The temptation of Christ is recorded in the three synoptic gospels.
The painting depicts the face of the devil, also called Satan, being inside the head of Christ, shown here silhouetted in profile.
Some people doubt the existence of the evil one as a actual being. They consider the devil to be a mythological character who does not exist except in some people's imaginations. However, the psychologist, Carl Jung, described a shadow archetype figure within the unconscious mind. The shadow is a personification of dark thoughts. From this we might conclude that the shadow archetype and the devil might be one in the same. If true, this means that Satan resides in our minds and is the source of evil thoughts.
Jung encouraged people to acknowledge the existence of the shadow and its tendencies while developing more positive sides of our personalities.
The features of the devil’s face spell S-I-N, and the pupils of the eyes are skulls which symbolize death.
Sin in this instance is emblematic of separation from God and thereby separation from all that is good.
On the forehead is a dirty, crowded city or perhaps a factory in which people are deprived of their humanity and have become mere cogs in a large, man-made machine.

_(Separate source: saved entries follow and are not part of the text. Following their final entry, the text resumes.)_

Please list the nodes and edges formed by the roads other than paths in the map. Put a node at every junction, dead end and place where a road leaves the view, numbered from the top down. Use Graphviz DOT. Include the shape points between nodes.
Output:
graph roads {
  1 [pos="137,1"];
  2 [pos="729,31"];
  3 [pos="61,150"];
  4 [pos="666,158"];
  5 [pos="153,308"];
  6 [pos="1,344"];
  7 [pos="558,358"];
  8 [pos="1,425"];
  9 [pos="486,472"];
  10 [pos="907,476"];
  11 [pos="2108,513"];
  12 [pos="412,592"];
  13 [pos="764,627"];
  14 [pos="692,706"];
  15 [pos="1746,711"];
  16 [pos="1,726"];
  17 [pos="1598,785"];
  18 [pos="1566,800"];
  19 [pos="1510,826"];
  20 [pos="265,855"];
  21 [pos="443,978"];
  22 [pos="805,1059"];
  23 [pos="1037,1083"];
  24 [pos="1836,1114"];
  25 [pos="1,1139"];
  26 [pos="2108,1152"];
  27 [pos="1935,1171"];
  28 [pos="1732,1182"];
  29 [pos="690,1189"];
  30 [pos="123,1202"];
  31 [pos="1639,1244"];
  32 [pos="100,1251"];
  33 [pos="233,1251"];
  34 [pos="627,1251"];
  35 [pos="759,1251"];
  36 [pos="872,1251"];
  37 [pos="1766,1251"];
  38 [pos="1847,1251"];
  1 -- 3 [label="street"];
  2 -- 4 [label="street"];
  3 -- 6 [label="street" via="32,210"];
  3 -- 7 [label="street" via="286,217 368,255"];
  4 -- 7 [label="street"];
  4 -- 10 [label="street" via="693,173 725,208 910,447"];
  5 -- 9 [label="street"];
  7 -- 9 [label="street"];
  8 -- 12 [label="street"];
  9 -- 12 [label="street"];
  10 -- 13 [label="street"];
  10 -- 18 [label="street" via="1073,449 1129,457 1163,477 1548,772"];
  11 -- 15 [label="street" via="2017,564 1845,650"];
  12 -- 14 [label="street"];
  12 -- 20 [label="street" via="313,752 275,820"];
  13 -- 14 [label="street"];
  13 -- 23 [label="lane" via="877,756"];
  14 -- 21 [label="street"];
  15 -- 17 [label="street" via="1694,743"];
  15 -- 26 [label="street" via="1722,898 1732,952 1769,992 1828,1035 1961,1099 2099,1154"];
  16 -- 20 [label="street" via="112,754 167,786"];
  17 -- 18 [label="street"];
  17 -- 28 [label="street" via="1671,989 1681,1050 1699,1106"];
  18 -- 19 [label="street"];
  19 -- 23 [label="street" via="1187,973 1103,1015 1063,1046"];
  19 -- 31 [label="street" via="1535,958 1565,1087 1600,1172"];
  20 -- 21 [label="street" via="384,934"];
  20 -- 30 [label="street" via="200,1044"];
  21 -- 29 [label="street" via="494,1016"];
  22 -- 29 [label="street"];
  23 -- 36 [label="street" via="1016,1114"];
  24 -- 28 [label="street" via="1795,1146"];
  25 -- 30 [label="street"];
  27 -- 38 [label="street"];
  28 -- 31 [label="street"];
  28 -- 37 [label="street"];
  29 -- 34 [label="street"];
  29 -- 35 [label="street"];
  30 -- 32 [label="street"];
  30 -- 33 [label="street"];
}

The story tells us that the Christ went into the wilderness, and, to me, that means he was seeking solitude and probably confronting a personal struggle. I believe it is significant that the temptation comes immediately after the baptism. It shows me that temptation follows consecration.
Forty days is a Jewish expression that does not mean a precise number of days but several days.
The three temptations involve: first, satisfying physical desires; second, the acquisition of personal power; and, third, allegiance to the evil one. All of them involve forms of narcissism -- raising the self above all else. They are grounded in the false perception of seeing oneself as a disconnected, lone individual who is struggling in a basically cruel and unfriendly world. The reality is we are each A PART OF (not APART FROM) the family of humankind.
I believe that Jesus was genuinely tempted, but was able to resist these temptations because he had an entirely different, overriding perspective which is reflected in his rebuttals to Satan's enticements.
Do you ever feel alone and even resentful that you're struggling by yourself in this complex world in which we are living today?
Does it give you comfort to realize that Jesus confronted those very feelings?